■ Exercise inputs:
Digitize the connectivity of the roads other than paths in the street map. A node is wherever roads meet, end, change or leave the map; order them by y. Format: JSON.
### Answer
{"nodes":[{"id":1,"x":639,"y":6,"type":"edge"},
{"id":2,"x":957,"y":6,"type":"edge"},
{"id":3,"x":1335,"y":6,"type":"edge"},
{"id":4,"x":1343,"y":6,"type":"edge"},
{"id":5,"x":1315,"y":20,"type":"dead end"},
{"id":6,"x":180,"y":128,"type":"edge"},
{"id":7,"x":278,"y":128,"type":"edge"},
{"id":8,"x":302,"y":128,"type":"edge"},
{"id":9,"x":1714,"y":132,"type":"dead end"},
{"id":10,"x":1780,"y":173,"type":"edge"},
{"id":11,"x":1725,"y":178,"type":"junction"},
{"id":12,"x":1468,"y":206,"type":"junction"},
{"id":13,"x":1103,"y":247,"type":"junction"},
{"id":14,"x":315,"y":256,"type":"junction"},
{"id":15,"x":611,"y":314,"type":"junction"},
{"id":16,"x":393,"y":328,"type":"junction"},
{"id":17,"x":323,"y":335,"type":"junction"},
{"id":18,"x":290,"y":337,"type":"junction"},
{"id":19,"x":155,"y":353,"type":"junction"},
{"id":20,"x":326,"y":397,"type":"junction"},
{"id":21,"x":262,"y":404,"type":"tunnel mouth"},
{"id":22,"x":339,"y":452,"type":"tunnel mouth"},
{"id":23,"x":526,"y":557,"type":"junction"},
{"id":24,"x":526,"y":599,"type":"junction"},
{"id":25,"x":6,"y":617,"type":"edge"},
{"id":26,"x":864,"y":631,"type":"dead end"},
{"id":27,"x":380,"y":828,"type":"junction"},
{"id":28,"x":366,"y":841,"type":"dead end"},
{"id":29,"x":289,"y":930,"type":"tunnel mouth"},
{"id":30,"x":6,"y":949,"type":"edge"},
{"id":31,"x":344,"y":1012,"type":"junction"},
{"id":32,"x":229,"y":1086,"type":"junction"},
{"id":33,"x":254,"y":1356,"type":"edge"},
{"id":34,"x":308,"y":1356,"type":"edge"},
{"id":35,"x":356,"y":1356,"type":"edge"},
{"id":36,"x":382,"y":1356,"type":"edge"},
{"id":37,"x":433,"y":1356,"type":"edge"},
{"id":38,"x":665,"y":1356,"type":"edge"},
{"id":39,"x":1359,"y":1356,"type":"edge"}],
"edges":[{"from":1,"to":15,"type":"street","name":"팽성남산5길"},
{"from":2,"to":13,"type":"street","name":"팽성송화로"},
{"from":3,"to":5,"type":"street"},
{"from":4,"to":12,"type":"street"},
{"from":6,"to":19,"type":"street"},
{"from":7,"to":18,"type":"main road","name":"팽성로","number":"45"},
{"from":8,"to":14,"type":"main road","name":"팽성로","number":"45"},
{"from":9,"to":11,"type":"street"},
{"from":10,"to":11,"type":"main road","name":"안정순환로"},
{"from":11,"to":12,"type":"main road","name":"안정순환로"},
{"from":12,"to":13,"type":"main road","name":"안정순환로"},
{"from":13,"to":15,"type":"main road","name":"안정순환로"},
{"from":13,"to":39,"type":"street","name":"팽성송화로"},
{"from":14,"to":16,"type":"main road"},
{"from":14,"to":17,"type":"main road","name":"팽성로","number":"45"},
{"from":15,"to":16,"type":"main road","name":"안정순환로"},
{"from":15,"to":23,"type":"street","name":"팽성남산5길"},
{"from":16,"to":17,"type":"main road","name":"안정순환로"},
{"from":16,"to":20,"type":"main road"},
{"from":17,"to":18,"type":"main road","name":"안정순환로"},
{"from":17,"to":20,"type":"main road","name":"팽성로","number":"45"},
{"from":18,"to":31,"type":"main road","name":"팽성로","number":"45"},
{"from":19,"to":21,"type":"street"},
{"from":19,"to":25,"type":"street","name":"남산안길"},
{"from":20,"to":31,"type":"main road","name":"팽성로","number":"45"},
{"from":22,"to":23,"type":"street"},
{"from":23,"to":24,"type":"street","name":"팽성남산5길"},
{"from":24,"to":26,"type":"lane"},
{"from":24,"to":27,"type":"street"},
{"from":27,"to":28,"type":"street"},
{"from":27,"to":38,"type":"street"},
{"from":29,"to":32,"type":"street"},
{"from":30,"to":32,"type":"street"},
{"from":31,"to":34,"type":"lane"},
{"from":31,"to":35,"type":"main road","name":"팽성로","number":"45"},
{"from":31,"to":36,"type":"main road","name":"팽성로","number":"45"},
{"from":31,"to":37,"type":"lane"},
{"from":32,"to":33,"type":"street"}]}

...

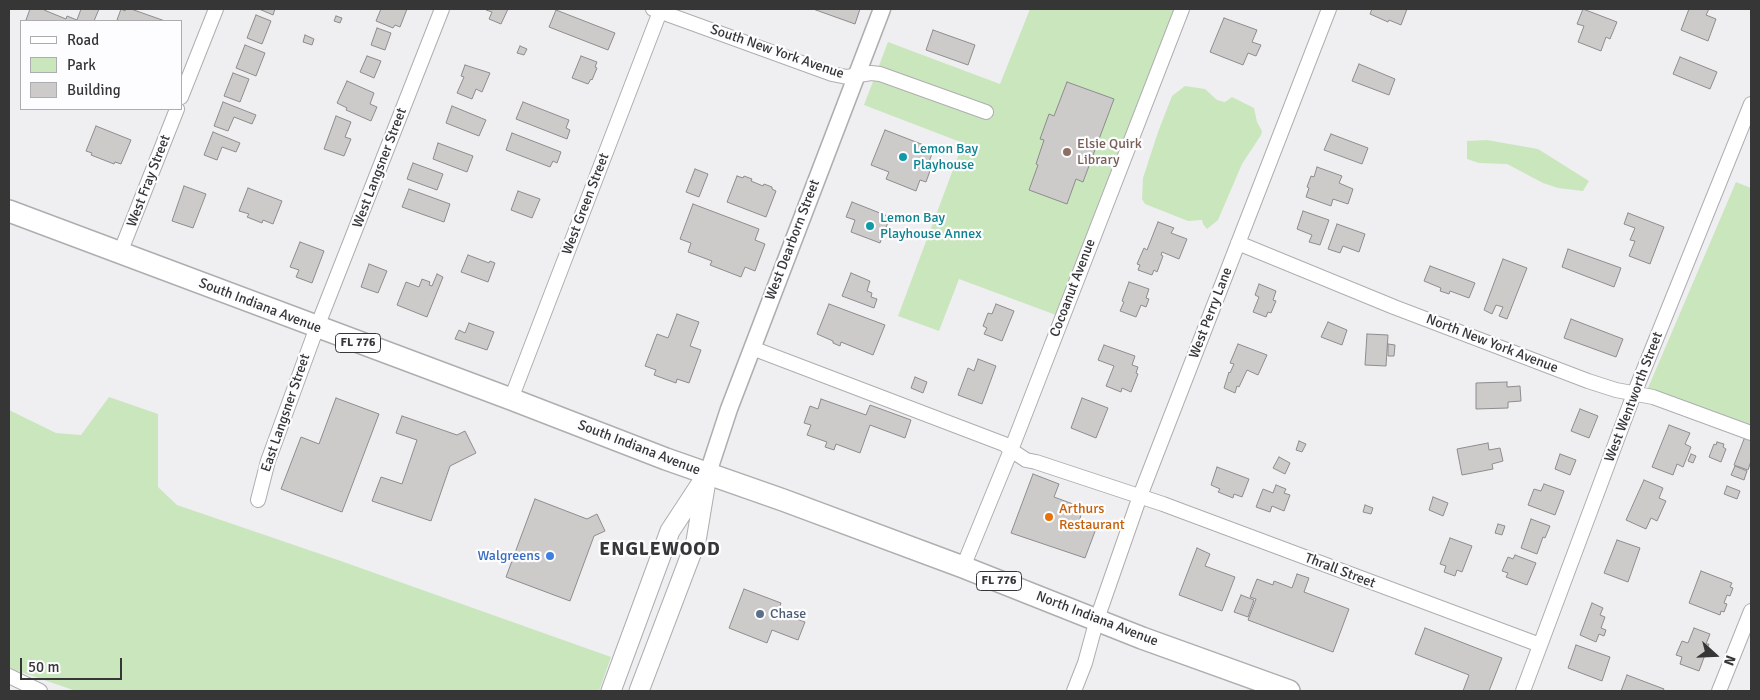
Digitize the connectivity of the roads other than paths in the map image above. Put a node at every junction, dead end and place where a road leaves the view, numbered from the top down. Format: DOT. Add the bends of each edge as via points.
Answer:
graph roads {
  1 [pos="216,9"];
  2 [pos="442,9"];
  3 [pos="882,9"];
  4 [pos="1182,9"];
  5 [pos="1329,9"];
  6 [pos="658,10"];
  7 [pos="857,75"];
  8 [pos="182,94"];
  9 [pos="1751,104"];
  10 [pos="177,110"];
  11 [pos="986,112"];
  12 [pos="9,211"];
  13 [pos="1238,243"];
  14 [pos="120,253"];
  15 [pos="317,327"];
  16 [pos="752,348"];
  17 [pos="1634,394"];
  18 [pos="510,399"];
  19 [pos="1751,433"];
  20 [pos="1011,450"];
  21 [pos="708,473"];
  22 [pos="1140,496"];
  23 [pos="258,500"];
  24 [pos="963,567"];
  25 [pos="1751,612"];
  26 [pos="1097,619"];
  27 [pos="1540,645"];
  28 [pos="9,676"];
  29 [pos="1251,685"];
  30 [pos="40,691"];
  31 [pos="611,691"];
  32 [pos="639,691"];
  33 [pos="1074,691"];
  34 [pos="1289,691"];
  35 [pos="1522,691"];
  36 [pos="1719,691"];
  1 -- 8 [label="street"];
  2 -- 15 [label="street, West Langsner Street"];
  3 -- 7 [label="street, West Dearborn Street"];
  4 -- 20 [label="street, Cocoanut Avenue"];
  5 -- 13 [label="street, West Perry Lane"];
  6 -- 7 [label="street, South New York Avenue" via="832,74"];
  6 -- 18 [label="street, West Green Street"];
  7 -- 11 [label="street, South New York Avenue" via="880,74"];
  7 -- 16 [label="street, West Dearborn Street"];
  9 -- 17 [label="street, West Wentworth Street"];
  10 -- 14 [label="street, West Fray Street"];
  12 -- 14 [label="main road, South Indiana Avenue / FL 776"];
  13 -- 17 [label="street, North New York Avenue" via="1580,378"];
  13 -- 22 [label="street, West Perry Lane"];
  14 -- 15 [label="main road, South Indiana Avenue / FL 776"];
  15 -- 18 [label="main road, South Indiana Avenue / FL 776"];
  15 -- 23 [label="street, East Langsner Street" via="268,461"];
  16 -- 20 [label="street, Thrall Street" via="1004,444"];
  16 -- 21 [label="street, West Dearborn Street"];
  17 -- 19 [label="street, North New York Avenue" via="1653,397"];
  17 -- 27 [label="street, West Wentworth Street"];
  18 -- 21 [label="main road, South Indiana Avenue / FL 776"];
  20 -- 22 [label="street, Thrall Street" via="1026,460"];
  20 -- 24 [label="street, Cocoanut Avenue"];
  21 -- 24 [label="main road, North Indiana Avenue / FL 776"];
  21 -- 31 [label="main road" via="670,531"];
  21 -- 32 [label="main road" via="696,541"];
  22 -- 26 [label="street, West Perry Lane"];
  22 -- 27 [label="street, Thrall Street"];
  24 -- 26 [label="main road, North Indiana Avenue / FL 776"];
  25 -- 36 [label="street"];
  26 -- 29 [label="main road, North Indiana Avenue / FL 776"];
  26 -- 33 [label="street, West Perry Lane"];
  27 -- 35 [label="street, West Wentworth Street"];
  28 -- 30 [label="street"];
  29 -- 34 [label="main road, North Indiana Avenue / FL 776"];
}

■ Task: Pull out all lines from the listing that contain the string "North".

■ Response to this exercise:
  13 -- 17 [label="street, North New York Avenue" via="1580,378"];
  17 -- 19 [label="street, North New York Avenue" via="1653,397"];
  21 -- 24 [label="main road, North Indiana Avenue / FL 776"];
  24 -- 26 [label="main road, North Indiana Avenue / FL 776"];
  26 -- 29 [label="main road, North Indiana Avenue / FL 776"];
  29 -- 34 [label="main road, North Indiana Avenue / FL 776"];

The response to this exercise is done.